Federal laws aren’t the only ones servicers have to contend with. States also launched new rules to prevent foreclosures during the pandemic. The National Consumer Law Center (NCLC) identified executive declarations and court orders in 34 states as of April 2021. Some states have imposed a moratorium after the federal safeguard ended in July.

In Oregon, the deadline was Dec. 31, 2021. New York banned residential and commercial foreclosures until Jan. 15, 2022. According to Geoff Walsh, staff attorney at the National Consumer Law Center (NCLC), some states hadn’t reacted to the pandemic and created more restrictions to foreclosures, such as Oregon and New York, because they hadn’t seen new cases — as servicers were afraid of the CFPB rules.

“Each state has the authority to implement laws for servicers to review borrowers’ situations before foreclosure, and I expect states to strengthen their laws,” Walsh said. Foreclosure rules change according to where the borrower lives.

For example, Alabama, California and Texas are administrative foreclosure states, which means the process will take less time because it does not need to go through a judicial process. In this group, states with the shortest average foreclosure timelines in the third quarter of 2021 were Montana (94 days) and Wyoming (102 days), according to ATTOM.

Judicial states such as Florida, New Jersey and Connecticut require a court decision, which means that the process can take years. The ATTOM data shows that the judicial states with the most extended average foreclosure timelines were Kansas (1,901 days) and New York (1,659 days).

Due to the COVID-19 pandemic, foreclosure processes have become longer. Properties foreclosed across the country were in the process an average of 924 days in the third quarter of 2021, up from 830 in the same period of 2020.

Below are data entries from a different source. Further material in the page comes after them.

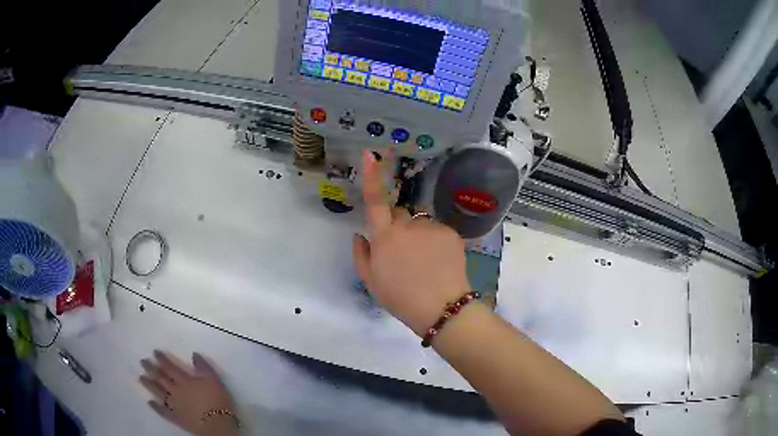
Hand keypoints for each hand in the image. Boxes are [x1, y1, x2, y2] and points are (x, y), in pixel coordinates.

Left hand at [140, 350, 237, 435]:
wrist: (216, 425)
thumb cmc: (217, 401)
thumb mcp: (214, 380)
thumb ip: (203, 367)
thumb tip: (193, 354)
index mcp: (184, 380)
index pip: (170, 367)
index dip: (161, 359)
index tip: (154, 353)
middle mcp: (175, 390)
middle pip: (160, 378)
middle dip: (151, 369)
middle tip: (142, 362)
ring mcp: (173, 405)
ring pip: (158, 392)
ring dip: (149, 384)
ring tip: (141, 377)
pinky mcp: (175, 418)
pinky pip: (163, 411)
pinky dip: (155, 407)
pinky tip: (149, 402)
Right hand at [353, 151, 471, 335]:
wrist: (442, 308)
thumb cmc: (401, 298)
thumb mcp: (371, 283)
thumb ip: (361, 255)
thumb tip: (360, 235)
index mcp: (385, 238)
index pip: (375, 201)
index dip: (371, 176)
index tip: (370, 154)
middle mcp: (407, 226)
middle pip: (399, 214)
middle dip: (397, 226)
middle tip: (403, 254)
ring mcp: (431, 227)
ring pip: (420, 223)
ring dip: (418, 235)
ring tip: (424, 262)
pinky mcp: (450, 232)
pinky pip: (437, 230)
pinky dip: (435, 241)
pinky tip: (439, 261)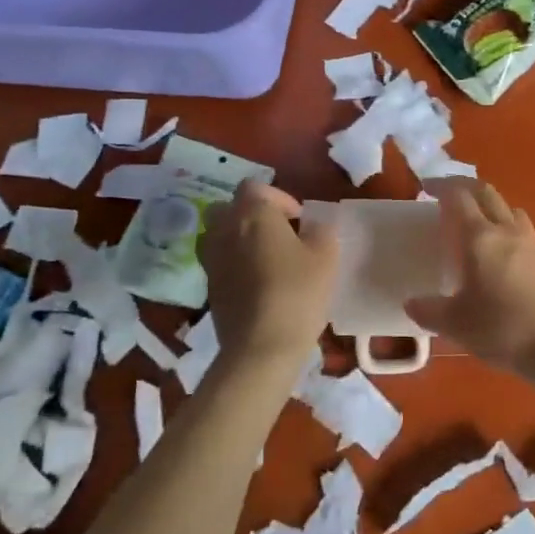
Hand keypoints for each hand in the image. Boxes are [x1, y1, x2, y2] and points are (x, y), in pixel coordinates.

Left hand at [199, 181, 337, 369]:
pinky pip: (220, 262)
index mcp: (252, 213)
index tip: (300, 220)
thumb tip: (315, 226)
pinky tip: (258, 283)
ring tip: (267, 258)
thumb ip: (322, 232)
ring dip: (239, 239)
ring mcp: (211, 259)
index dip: (279, 198)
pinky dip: (235, 264)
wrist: (260, 347)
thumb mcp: (326, 257)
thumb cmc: (297, 292)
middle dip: (252, 215)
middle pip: (230, 207)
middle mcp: (224, 229)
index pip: (256, 186)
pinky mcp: (208, 287)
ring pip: (220, 234)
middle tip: (279, 233)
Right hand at [404, 180, 534, 375]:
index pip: (459, 196)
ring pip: (508, 207)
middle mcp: (506, 230)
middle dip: (464, 186)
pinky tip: (500, 250)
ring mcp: (530, 242)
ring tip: (475, 221)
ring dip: (488, 204)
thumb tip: (411, 303)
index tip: (426, 189)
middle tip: (447, 195)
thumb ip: (429, 311)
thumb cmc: (503, 329)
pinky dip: (505, 224)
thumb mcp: (456, 325)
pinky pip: (521, 227)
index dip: (441, 186)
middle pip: (486, 192)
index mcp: (480, 238)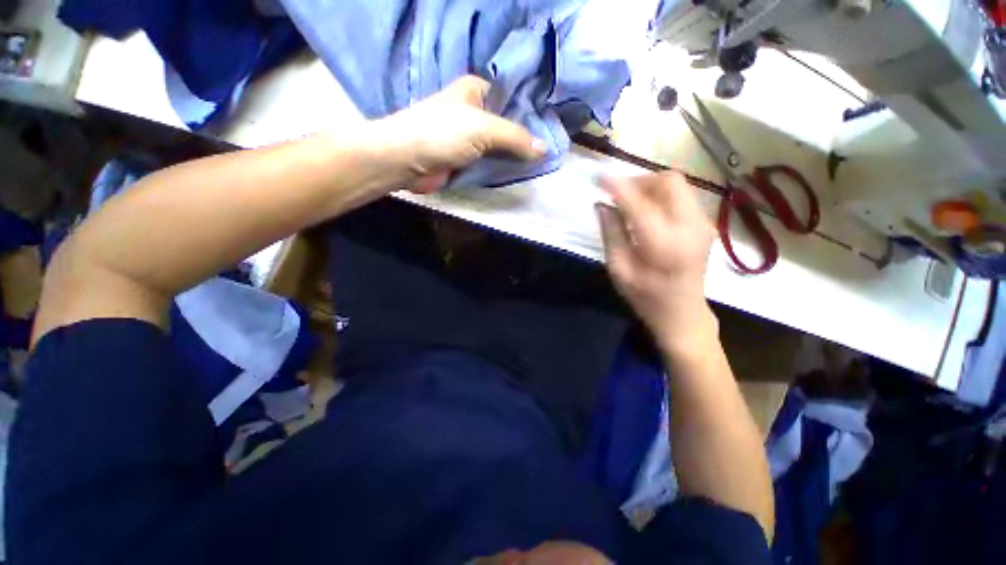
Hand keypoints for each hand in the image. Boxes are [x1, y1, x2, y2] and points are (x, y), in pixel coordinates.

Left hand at [364, 75, 546, 192]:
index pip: (510, 97)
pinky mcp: (463, 159)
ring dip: (513, 156)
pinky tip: (517, 173)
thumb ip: (515, 138)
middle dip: (524, 138)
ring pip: (498, 145)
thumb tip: (545, 150)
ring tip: (538, 164)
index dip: (530, 112)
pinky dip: (500, 168)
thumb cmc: (443, 133)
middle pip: (506, 124)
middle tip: (546, 151)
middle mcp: (473, 111)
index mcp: (475, 90)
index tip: (550, 128)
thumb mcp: (484, 128)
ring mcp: (468, 138)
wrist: (406, 160)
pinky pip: (488, 162)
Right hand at [596, 172, 716, 346]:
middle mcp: (690, 226)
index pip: (639, 203)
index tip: (599, 176)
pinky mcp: (704, 224)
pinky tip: (646, 212)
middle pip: (668, 181)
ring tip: (629, 203)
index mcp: (664, 243)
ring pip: (677, 185)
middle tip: (617, 194)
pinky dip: (660, 196)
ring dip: (649, 187)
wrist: (683, 313)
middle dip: (639, 180)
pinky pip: (681, 196)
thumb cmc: (646, 297)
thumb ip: (611, 234)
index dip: (617, 186)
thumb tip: (601, 205)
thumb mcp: (619, 269)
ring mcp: (702, 223)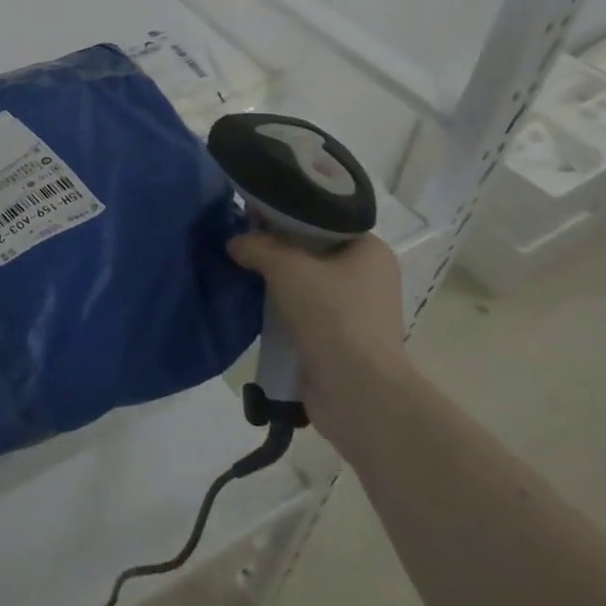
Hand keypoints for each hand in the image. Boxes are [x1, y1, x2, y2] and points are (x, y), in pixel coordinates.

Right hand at [226, 232, 413, 453]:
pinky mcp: (340, 339)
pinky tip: (254, 304)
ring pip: (306, 283)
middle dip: (277, 247)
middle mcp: (369, 276)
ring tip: (241, 268)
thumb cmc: (332, 315)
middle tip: (241, 240)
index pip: (323, 220)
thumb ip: (257, 246)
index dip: (286, 214)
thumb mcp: (287, 267)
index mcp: (370, 250)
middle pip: (313, 250)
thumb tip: (235, 242)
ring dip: (277, 280)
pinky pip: (304, 312)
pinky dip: (282, 308)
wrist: (357, 391)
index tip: (252, 214)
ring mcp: (357, 311)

“We already know that government staff were low, to begin with. A lot of people left work and didn’t come back during COVID. Now we’re going to need more staff to deal with the backlog of foreclosures coming down the pipe,” Bymel, at Spurs Capital, said.

Bymel expects a timeline extension between 12 and 18 months in states with judicial foreclosures. Because the timeline is longer, Bymel said the cost of a foreclosure process will increase for servicers and investors.

“I usually figure a cost between 4% to 5% of the loan balance per year to property taxes, insurance, legal, servicer, inspections, in the judicial states, and between 2% and 3% in administrative states.” Sharga, from RealtyTrac, said that he expects that states will bring retired judges back to handle foreclosures, as happened during the Great Recession.

“But, coming out of a pandemic, the general feeling is to do everything you can to protect the homeowner from losing a house because a lot of these people probably wouldn’t be losing a house except for the pandemic. So, I don’t expect to see a lot of activity in courts or in the legal system to accelerate the foreclosure process.”